To create a better world of work, we need to grow both as individuals and collectively as a group of people. We have to encourage communities within the workplace, rather than set individuals, teams and departments against each other.
Companies work best, when they give employees the means and the opportunities to develop their skill sets and work together to achieve targets. The most important goals of any company should be expanding opportunities and providing structured opportunities to employees to enhance their careers.
In tandem with harmonising the goals of an organisation with its employees, Nordic firms strive to put in place a minimal hierarchy. When an employee’s goal is to obtain a certain job title, rather than master a skill, or achieve a goal, then something is amiss. Keeping power flat and low helps teams develop openness and transparency in their communications, ensuring that wellbeing and employee satisfaction remain a focus of all activities.
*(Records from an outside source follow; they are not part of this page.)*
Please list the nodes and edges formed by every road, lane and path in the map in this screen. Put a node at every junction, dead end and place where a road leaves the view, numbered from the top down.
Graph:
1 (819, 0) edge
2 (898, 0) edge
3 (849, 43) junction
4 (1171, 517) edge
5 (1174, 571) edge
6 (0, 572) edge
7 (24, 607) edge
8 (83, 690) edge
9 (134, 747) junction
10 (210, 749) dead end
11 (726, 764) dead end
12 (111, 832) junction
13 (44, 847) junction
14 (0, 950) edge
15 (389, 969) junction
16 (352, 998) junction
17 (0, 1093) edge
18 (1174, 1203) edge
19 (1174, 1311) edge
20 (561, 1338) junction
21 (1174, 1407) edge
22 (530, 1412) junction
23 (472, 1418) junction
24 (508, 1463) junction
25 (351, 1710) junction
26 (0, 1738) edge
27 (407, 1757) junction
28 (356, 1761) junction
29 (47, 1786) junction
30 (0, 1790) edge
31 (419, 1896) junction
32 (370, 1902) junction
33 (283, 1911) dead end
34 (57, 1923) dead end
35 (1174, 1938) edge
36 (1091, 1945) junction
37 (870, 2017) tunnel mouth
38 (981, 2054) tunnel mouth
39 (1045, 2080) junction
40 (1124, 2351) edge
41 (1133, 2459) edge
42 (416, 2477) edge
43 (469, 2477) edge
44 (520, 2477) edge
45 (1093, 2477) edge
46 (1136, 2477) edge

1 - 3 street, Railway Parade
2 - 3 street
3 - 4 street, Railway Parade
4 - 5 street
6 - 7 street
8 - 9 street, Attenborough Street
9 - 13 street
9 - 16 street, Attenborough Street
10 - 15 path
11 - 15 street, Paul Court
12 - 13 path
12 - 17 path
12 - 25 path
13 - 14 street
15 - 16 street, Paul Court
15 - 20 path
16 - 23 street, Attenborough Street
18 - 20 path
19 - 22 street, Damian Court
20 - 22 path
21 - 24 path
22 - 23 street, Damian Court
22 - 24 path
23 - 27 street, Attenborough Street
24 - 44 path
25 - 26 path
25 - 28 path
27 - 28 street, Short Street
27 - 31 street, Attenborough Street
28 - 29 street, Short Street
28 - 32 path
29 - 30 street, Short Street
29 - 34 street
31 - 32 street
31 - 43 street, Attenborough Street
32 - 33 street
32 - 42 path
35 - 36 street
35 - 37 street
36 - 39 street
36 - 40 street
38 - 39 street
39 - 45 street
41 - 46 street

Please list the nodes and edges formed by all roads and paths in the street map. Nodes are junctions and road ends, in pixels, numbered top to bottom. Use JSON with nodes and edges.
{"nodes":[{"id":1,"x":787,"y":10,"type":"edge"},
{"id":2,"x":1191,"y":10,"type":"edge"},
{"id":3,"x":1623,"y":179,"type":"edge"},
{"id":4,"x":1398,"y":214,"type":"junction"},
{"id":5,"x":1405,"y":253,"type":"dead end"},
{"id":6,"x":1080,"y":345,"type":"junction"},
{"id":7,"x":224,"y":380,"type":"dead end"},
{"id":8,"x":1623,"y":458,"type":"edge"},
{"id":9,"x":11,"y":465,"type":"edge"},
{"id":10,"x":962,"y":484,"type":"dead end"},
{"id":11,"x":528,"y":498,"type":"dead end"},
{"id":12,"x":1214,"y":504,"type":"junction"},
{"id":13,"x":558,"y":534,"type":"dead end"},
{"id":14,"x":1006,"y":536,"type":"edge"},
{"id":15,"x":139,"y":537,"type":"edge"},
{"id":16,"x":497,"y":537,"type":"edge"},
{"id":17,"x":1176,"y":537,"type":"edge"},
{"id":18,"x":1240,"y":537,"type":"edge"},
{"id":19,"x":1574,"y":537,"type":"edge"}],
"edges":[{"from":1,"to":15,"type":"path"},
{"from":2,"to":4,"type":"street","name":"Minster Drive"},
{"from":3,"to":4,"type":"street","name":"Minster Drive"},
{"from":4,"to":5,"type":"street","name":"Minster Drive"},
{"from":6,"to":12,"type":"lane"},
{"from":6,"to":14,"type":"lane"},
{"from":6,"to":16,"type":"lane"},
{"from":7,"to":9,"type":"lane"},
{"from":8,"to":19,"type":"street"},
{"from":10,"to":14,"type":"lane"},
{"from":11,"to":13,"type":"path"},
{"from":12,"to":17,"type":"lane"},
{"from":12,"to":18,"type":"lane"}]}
Welcoming new employees with open arms
For Nordic people, hospitality plays a special part in life. It is entirely unthinkable not to have food and drink in the house in case a guest appears. Likewise, during onboarding it’s great to offer gifts. Little things like this help to encourage new employees to explore the company’s culture.
On their first day, they should also get access to their HR account, where they can begin exploring the opportunities for them to learn and develop their skill sets, as well as meet their new team virtually.
Once settled into the company, employees should appreciate that work is work and play is play. But at the same time, work must be fun, otherwise employees will lose their engagement and performance will fall as a result.
This fun world we are aiming for is one where people can bring their most motivated, creative, innovative and free-thinking selves to their jobs in the knowledge that they are trusted and supported by those around them. And this is the kind of working environment we should foster in order to build and maintain a successful company.
There’s no doubt that our workplace culture is very interconnected to the world around us, so sometimes we have to work extra hard to make our environment a special one. We need to ensure that it’s welcoming and allows people focus on the bright side of things. Despite what’s happening outside the front door, on the inside we should try to maintain a friendly atmosphere where are teams can collaborate and create.